Oil prices were also hit by Saudi Arabia's oil minister Ali Al-Naimi ruling out any production cuts to address an ongoing price rout, adding a freeze in output was more realistic.
"Overall we continue to see markets which are more or less moving in line with movements in commodity prices," said David Levy, portfolio manager at Republic Wealth Advisors.
The pound fell to a fresh seven-year low on growing worries that Britain may vote to leave the European Union, as Prime Minister David Cameron ramps up his bid to stay inside the 28-nation bloc.
Sterling briefly dropped as low as US$1.3975 in morning Tokyo trade, its lowest since March 2009.
The yen, the best performer among major currencies this year, was resurgent as safe haven assets saw a lift.
But Asian bourses tracked losses in global markets, which were on the back foot after a closely-watched report rated German business confidence in February at the lowest level since December 2014, and Wall Street fell more than 1 per cent Tuesday.
The price of oil continued to struggle, with US benchmark WTI, for April delivery, down 1.73 per cent Wednesday, while Brent, also for April, lost 0.99 per cent.
"It will take some time before market sentiment does turn," Kerry Craig, global market strategist at JPMorgan Asset Management, told Bloomberg TV in Melbourne.

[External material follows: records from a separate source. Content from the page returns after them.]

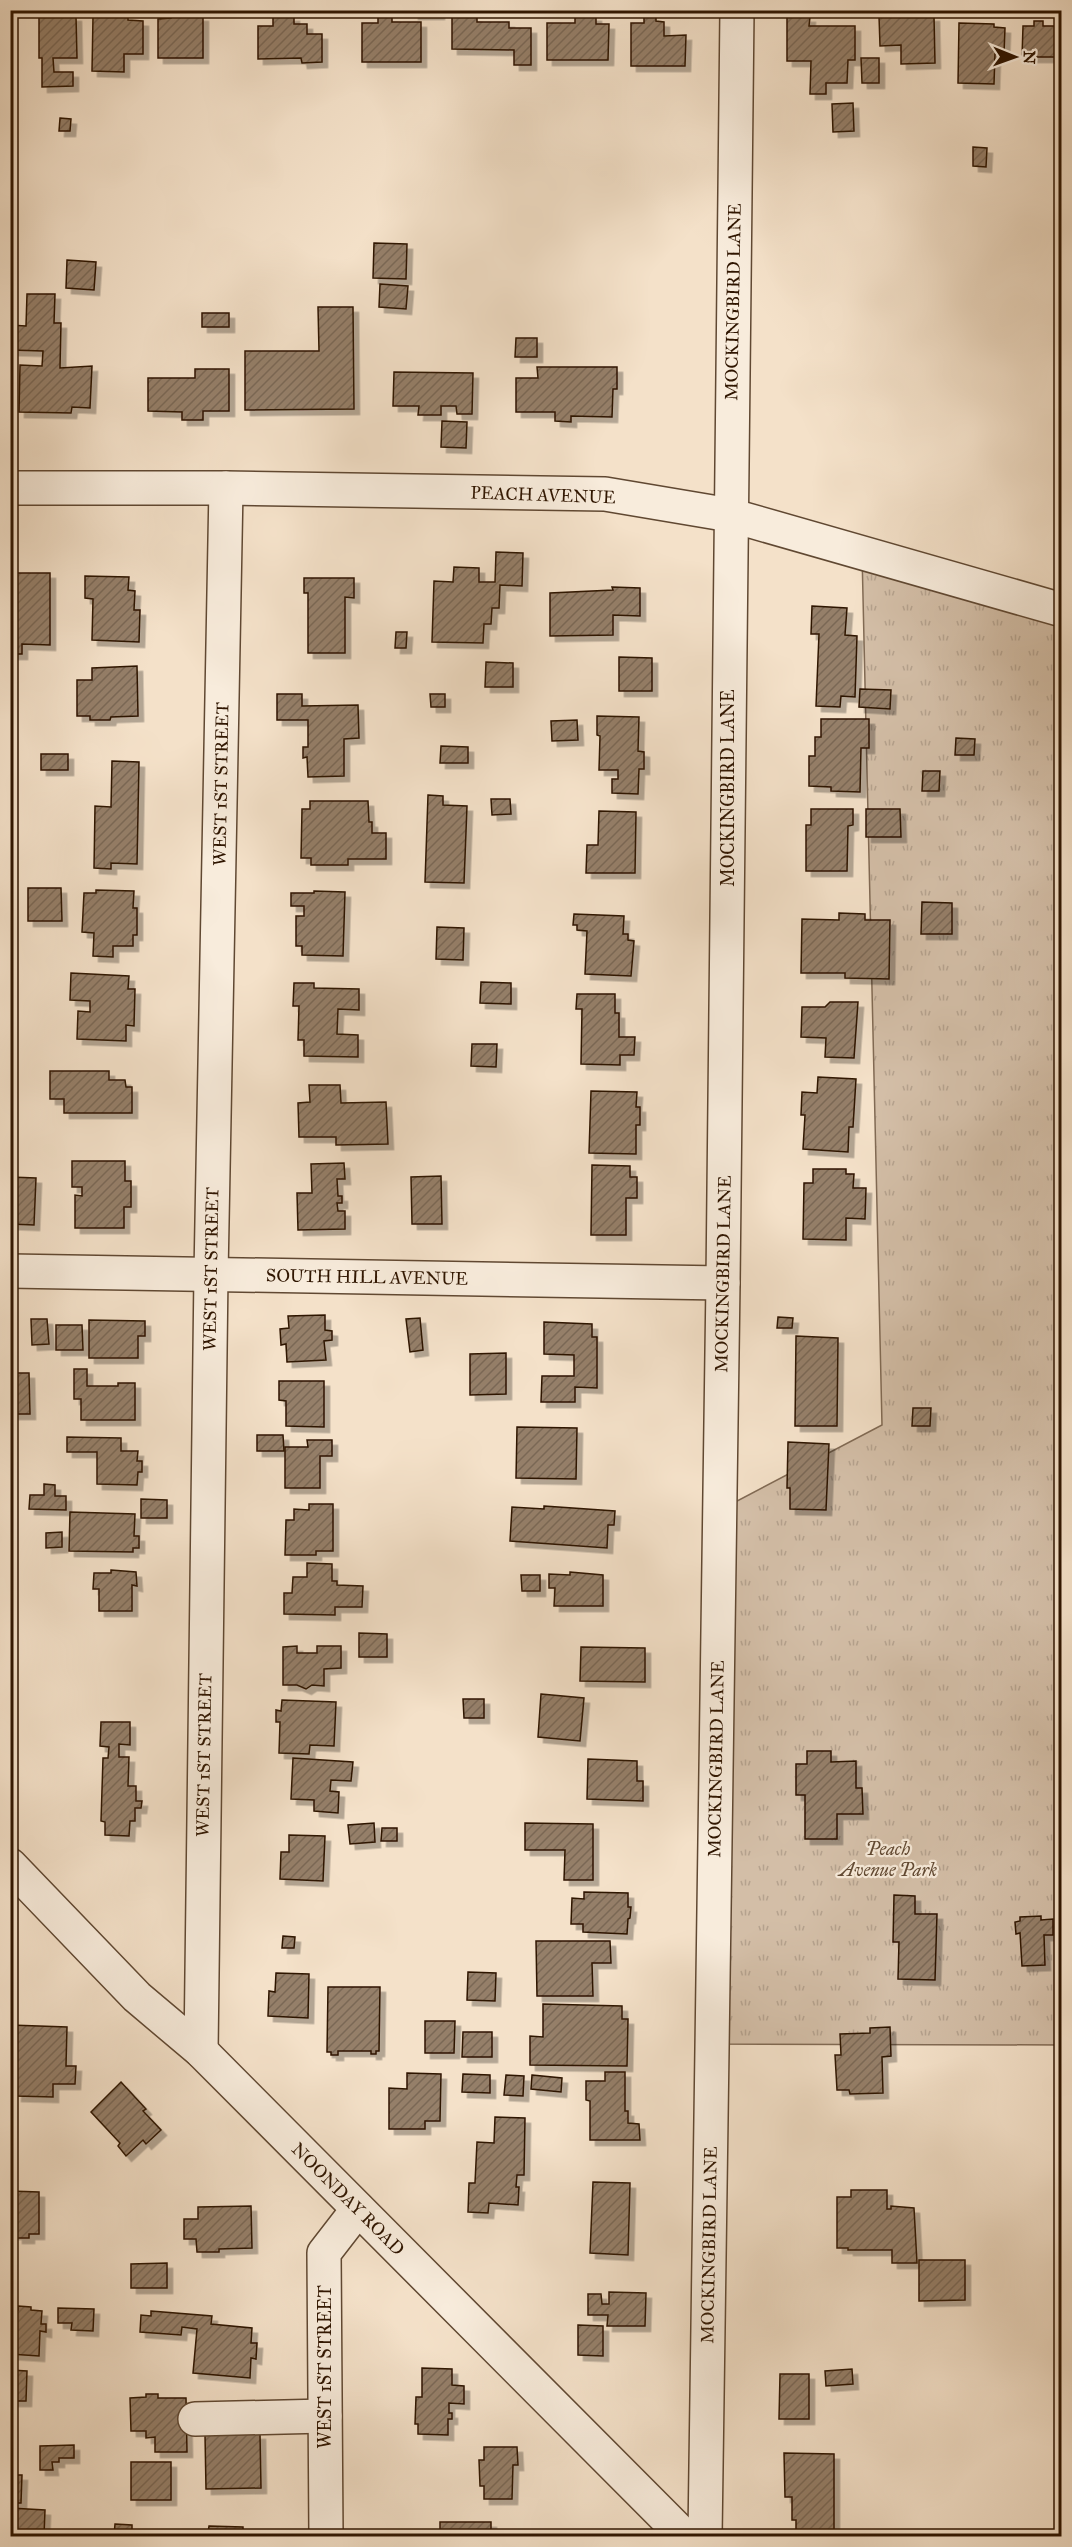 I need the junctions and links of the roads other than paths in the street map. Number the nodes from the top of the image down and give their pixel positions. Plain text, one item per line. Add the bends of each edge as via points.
1 (736, 10) edge
2 (10, 488) edge
3 (226, 488) junction
4 (730, 515) junction
5 (1062, 610) edge
6 (10, 1271) edge
7 (211, 1274) junction
8 (723, 1282) junction
9 (10, 1865) edge
10 (201, 2051) junction
11 (358, 2210) junction
12 (325, 2416) junction
13 (195, 2419) dead end
14 (326, 2536) edge
15 (684, 2536) edge
16 (705, 2536) edge

1 - 4 street, MOCKINGBIRD LANE
2 - 3 street, PEACH AVENUE
3 - 4 street, PEACH AVENUE via 604,495
3 - 7 street, WEST 1ST STREET
4 - 5 street, PEACH AVENUE
4 - 8 street, MOCKINGBIRD LANE
6 - 7 street, SOUTH HILL AVENUE
7 - 8 street, SOUTH HILL AVENUE
7 - 10 street, WEST 1ST STREET
8 - 16 street, MOCKINGBIRD LANE
9 - 10 street, NOONDAY ROAD via 137,1997
10 - 11 street, NOONDAY ROAD
11 - 12 street, WEST 1ST STREET via 324,2253
11 - 15 street, NOONDAY ROAD
12 - 13 street
12 - 14 street, WEST 1ST STREET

"It's still very pessimistic. Most investors are very risk averse. You need catalysts or triggers such as an oil price stabilisation, clarity about what the Fed is actually going to do and what we see happening with the Chinese currency and economic data."
Traders, meanwhile, were betting the US Department of Energy's weekly petroleum inventories report Wednesday will show another increase in US crude stockpiles.

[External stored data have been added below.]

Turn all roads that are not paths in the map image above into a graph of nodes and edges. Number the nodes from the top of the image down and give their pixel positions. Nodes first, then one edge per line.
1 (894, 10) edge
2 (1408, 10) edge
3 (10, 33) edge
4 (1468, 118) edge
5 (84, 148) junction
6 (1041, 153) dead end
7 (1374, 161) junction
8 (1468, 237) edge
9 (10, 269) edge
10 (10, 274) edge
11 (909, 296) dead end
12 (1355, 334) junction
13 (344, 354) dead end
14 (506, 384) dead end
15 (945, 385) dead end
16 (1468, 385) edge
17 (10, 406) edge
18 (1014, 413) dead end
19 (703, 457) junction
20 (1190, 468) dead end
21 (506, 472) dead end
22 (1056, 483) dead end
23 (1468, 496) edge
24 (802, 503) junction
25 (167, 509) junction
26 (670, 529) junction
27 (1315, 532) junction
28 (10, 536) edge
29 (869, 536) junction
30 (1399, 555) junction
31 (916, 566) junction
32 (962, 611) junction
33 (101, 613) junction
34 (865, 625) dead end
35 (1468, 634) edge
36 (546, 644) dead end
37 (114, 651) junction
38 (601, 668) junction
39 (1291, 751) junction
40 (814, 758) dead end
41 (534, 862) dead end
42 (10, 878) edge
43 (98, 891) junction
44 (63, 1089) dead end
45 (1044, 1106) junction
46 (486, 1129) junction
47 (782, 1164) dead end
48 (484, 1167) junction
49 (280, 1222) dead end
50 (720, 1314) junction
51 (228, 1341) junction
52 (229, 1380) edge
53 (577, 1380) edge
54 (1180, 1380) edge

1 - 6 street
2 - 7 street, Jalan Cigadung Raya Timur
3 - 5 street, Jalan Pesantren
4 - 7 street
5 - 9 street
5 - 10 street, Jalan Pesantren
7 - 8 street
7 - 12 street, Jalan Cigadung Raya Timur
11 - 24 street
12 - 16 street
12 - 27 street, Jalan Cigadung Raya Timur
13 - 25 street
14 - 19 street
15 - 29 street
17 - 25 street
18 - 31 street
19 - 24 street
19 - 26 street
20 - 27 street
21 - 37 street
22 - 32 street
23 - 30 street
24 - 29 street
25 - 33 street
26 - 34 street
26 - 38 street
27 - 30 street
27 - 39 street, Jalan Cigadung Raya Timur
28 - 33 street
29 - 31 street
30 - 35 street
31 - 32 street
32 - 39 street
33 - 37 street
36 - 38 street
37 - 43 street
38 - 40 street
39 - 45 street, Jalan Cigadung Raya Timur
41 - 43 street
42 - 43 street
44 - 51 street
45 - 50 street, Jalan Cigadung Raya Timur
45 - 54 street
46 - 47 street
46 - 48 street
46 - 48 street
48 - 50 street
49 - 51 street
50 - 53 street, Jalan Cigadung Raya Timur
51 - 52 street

"There won't be a pact on output, there's no possibility of that occurring because there are insufficient levels of trust," Michael McCarthy, a chief strategist at CMC markets in Sydney, told Bloomberg News.
"The market is still in surplus and will remain that way for some time." Tokyo shares led the decline, falling 0.65 per cent by the break, with resumed yen strength weighed on exporters.

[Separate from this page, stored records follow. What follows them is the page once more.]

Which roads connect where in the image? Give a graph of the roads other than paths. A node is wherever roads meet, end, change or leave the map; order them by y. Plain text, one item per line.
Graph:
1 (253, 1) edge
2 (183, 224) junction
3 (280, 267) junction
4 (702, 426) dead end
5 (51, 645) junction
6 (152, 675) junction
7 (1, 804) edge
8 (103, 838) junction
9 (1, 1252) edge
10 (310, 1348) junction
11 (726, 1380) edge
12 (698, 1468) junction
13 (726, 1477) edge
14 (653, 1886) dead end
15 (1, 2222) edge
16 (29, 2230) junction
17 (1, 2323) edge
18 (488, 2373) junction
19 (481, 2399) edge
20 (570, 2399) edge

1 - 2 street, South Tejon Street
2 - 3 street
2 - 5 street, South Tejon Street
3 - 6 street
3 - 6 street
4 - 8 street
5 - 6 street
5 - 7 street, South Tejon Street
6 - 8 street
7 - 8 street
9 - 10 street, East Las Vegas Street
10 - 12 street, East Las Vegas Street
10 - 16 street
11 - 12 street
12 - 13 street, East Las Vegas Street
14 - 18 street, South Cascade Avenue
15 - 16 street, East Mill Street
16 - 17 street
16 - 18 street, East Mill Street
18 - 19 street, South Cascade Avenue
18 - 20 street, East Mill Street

Investors are focusing on the Bank of Japan's ability to further weaken the currency after policymakers led by governor Haruhiko Kuroda introduced a negative interest rate to their monetary arsenal.
"The Japanese equity story has been unnecessarily destabilised by the incremental move into negative rates," Christopher Wood, a strategist at CLSA Ltd, told Bloomberg.
Hong Kong was down more than 1 per cent in morning trade while Shanghai was off off 0.16 per cent, despite the Beijing leadership promoting policies to boost urbanisation and improve healthcare for the elderly.
Meanwhile ahead of a meeting of officials from the world's largest economies in Shanghai later this week there have been calls for increased fiscal support as authorities grapple with reduced monetary leeway with Japan and the eurozone already ushering in negative interest rates.
"A lot of people have been wanting to see increased global coordination coming from the G-20 given that central banks in the Western world at least seem to be approaching some kind of limit to monetary policy," said Martin Enlund, chief analyst at Nordea Markets in Stockholm, according to Bloomberg.